Der Nachmittag ging nur schleppend voran. Akai und Shinosuke wechselten kaum mehr als ein paar wenige Worte miteinander und saßen eigentlich die meiste Zeit nur schweigend in Shinosukes Zimmer. Der kleine CD-Spieler lief die ganze Zeit über im Hintergrund, aber jedes Mal, wenn Akai ihn abstellen wollte, hielt Shinosuke sie zurück.

„Ach komm, das nervt so langsam echt! Wie kann man so einen Mist überhaupt hören?!“, beschwerte sie sich leise.

„Hast du nicht auch ein ‚Helfer-Zimmer‘?“, fragte Shinosuke und betonte das Wort ‚Helfer‘ mehr als nötig. „Geh doch da hin!“, schlug er dann jedes Mal missgelaunt vor. Akai stöhnte entnervt auf.

„Hast du das immer noch nicht kapiert?“, fragte sie wieder. „Ich soll dir helfen und das kann ich nicht, wenn ich in einem anderen Zimmer bin!“ Sie hätte absolut kein Problem damit, einfach in ihr Zimmer zu gehen, aber Mizumi hatte ein Auge auf sie und wenn sie nicht bei Shinosuke blieb, gab es Ärger!

„Rumsitzen und Musik hören werd‘ ich wohl grade so schaffen!“, entgegnete er sarkastisch.

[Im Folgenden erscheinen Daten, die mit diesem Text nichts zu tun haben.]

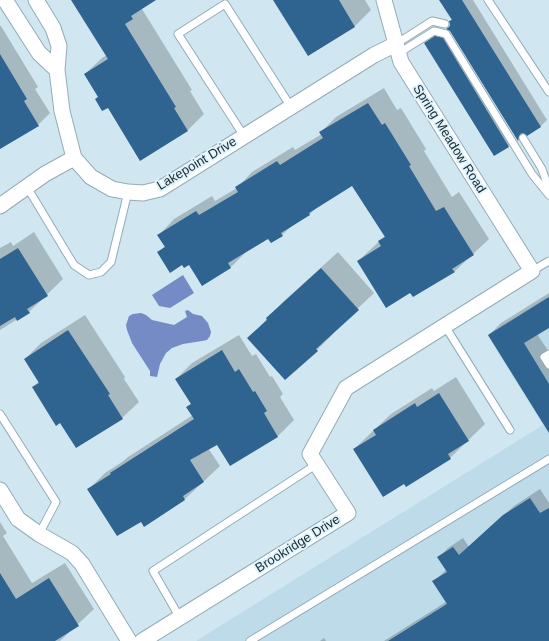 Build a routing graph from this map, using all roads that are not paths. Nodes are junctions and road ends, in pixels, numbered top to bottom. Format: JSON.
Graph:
{"nodes":[{"id":1,"x":5,"y":0,"type":"edge"},
{"id":2,"x":36,"y":0,"type":"edge"},
{"id":3,"x":384,"y":0,"type":"edge"},
{"id":4,"x":488,"y":0,"type":"edge"},
{"id":5,"x":445,"y":24,"type":"dead end"},
{"id":6,"x":397,"y":49,"type":"junction"},
{"id":7,"x":57,"y":70,"type":"junction"},
{"id":8,"x":549,"y":92,"type":"edge"},
{"id":9,"x":291,"y":107,"type":"junction"},
{"id":10,"x":244,"y":136,"type":"junction"},
{"id":11,"x":523,"y":138,"type":"dead end"},
{"id":12,"x":74,"y":158,"type":"junction"},
{"id":13,"x":27,"y":187,"type":"junction"},
{"id":14,"x":549,"y":189,"type":"edge"},
{"id":15,"x":128,"y":192,"type":"junction"},
{"id":16,"x":549,"y":195,"type":"edge"},
{"id":17,"x":0,"y":206,"type":"edge"},
{"id":18,"x":549,"y":261,"type":"edge"},
{"id":19,"x":532,"y":271,"type":"junction"},
{"id":20,"x":444,"y":326,"type":"junction"},
{"id":21,"x":549,"y":354,"type":"edge"},
{"id":22,"x":549,"y":365,"type":"edge"},
{"id":23,"x":0,"y":414,"type":"edge"},
{"id":24,"x":510,"y":430,"type":"dead end"},
{"id":25,"x":549,"y":459,"type":"edge"},
{"id":26,"x":317,"y":464,"type":"junction"},
{"id":27,"x":0,"y":490,"type":"edge"},
{"id":28,"x":39,"y":534,"type":"junction"},
{"id":29,"x":180,"y":618,"type":"junction"},
{"id":30,"x":129,"y":641,"type":"edge"},
{"id":31,"x":142,"y":641,"type":"edge"},
{"id":32,"x":250,"y":641,"type":"edge"}],
"edges":[{"from":1,"to":7,"type":"street"},
{"from":2,"to":7,"type":"street","name":"Lakepoint Drive"},
{"from":3,"to":6,"type":"street","name":"Spring Meadow Road"},
{"from":4,"to":8,"type":"lane"},
{"from":5,"to":6,"type":"lane"},
{"from":6,"to":9,"type":"street","name":"Lakepoint Drive"},
{"from":6,"to":16,"type":"lane"},
{"from":6,"to":19,"type":"street","name":"Spring Meadow Road"},
{"from":7,"to":12,"type":"street","name":"Lakepoint Drive"},
{"from":9,"to":10,"type":"street","name":"Lakepoint Drive"},
{"from":9,"to":10,"type":"lane"},
{"from":10,"to":15,"type":"street","name":"Lakepoint Drive"},
{"from":11,"to":14,"type":"lane"},
{"from":12,"to":13,"type":"street"},
{"from":12,"to":15,"type":"street","name":"Lakepoint Drive"},
{"from":13,"to":15,"type":"lane"},
{"from":13,"to":17,"type":"street"},
{"from":18,"to":19,"type":"lane"},
{"from":19,"to":20,"type":"street","name":"Brookridge Drive"},
{"from":20,"to":24,"type":"lane"},
{"from":20,"to":26,"type":"street","name":"Brookridge Drive"},
{"from":21,"to":22,"type":"lane"},
{"from":23,"to":28,"type":"lane"},
{"from":25,"to":32,"type":"lane"},
{"from":26,"to":29,"type":"lane"},
{"from":26,"to":29,"type":"street","name":"Brookridge Drive"},
{"from":27,"to":28,"type":"street"},
{"from":28,"to":30,"type":"street"},
{"from":29,"to":31,"type":"street","name":"Brookridge Drive"}]}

„Wieso ist dir diese Musik denn so wichtig?!“, fragte sie angenervt. Die Musik war nichts besonderes, aber Shinosuke bestand immer wieder darauf, die CD erneut abzuspielen.

„Das kapierst du eh nicht!“, sagte er nach einer kurzen Pause. Es ging ihm nicht speziell um diese Musik, er wollte nur nicht, dass es still war. Schlimm genug, dass er außer tiefer Schwärze nichts sah… Er konnte es einfach nicht ertragen, wenn es dazu auch noch vollkommen still war. Aber das konnte Akai ja nicht verstehen.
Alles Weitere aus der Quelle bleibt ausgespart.